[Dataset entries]
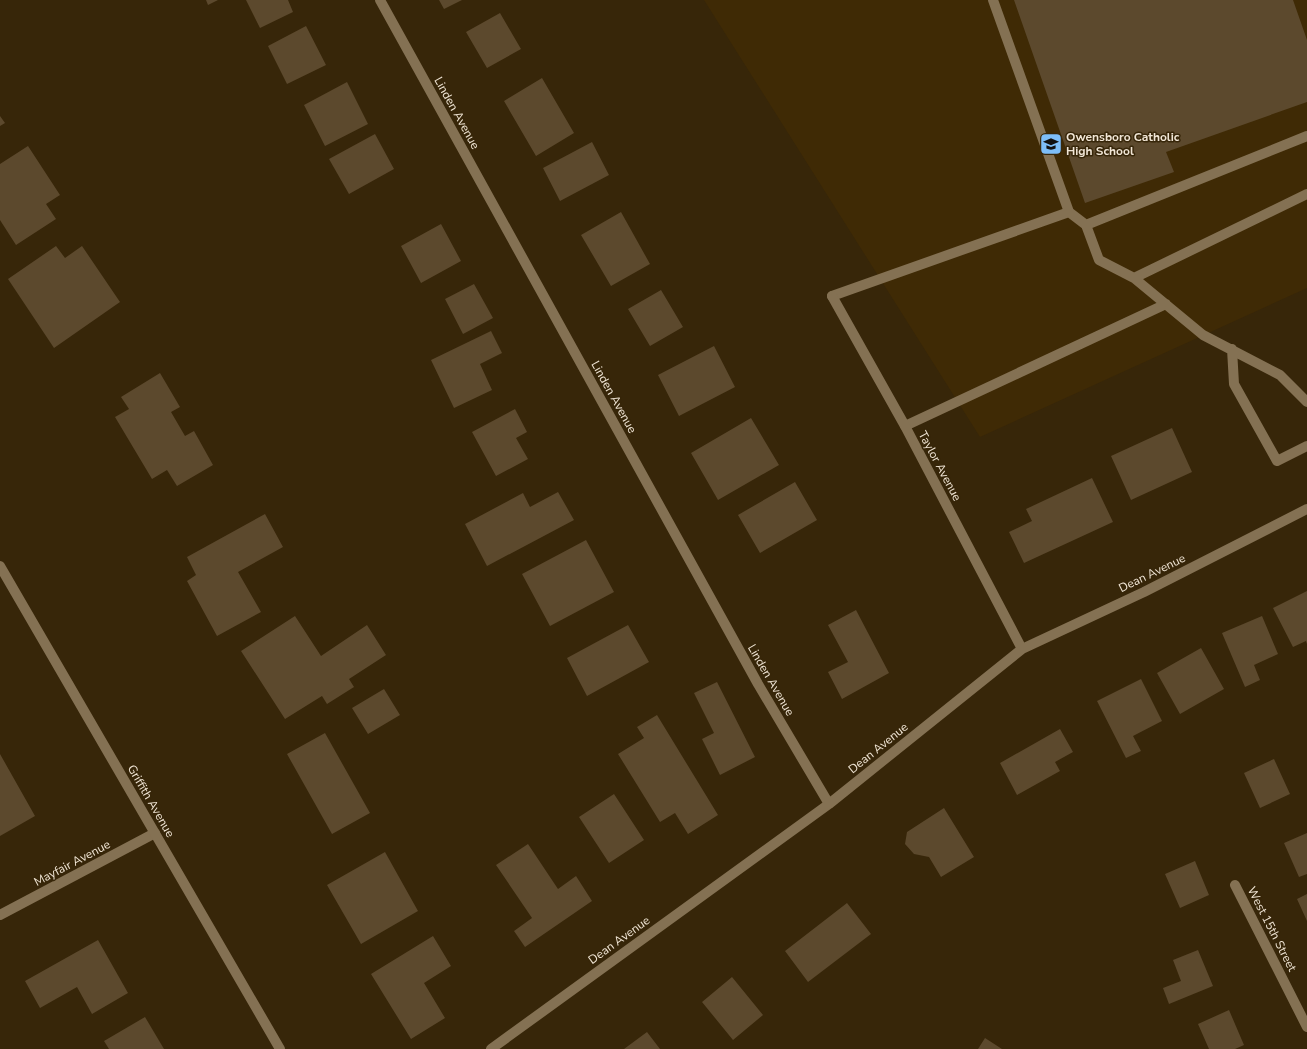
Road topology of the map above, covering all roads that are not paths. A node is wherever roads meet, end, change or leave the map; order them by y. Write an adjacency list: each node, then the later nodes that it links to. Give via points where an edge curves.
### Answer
1 (380, 0): 16 (street, Linden Avenue, via 754,677)
2 (993, 0): 5 (street)
3 (1307, 136): 6 (street)
4 (1307, 194): 7 (street)
5 (1069, 212): 6 (street); 11 (street, Taylor Avenue, via 832,296)
6 (1086, 225): 7 (street, via 1099,260)
7 (1134, 278): 8 (street)
8 (1166, 304): 9 (street, via 1203,335); 11 (street)
9 (1232, 349): 10 (street, via 1280,375); 12 (street, via 1234,384 1277,461)
10 (1307, 402)
11 (905, 426): 15 (street, Taylor Avenue)
12 (1307, 446)
13 (1307, 509): 15 (street, Dean Avenue, via 1144,592)
14 (0, 566): 17 (street, Griffith Avenue)
15 (1022, 649): 16 (street, Dean Avenue)
16 (829, 804): 22 (street, Dean Avenue)
17 (155, 834): 19 (street, Mayfair Avenue); 21 (street, Griffith Avenue)
18 (1235, 885): 20 (street, West 15th Street)
19 (0, 915)
20 (1307, 1027)
21 (280, 1049)
22 (491, 1049)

▸ **The problem**
The records above should be repeated exactly, with every picture omitted.

▸ **Solution below**
Road topology of the map above, covering all roads that are not paths. A node is wherever roads meet, end, change or leave the map; order them by y. Write an adjacency list: each node, then the later nodes that it links to. Give via points where an edge curves.
### Answer
1 (380, 0): 16 (street, Linden Avenue, via 754,677)
2 (993, 0): 5 (street)
3 (1307, 136): 6 (street)
4 (1307, 194): 7 (street)
5 (1069, 212): 6 (street); 11 (street, Taylor Avenue, via 832,296)
6 (1086, 225): 7 (street, via 1099,260)
7 (1134, 278): 8 (street)
8 (1166, 304): 9 (street, via 1203,335); 11 (street)
9 (1232, 349): 10 (street, via 1280,375); 12 (street, via 1234,384 1277,461)
10 (1307, 402)
11 (905, 426): 15 (street, Taylor Avenue)
12 (1307, 446)
13 (1307, 509): 15 (street, Dean Avenue, via 1144,592)
14 (0, 566): 17 (street, Griffith Avenue)
15 (1022, 649): 16 (street, Dean Avenue)
16 (829, 804): 22 (street, Dean Avenue)
17 (155, 834): 19 (street, Mayfair Avenue); 21 (street, Griffith Avenue)
18 (1235, 885): 20 (street, West 15th Street)
19 (0, 915)
20 (1307, 1027)
21 (280, 1049)
22 (491, 1049)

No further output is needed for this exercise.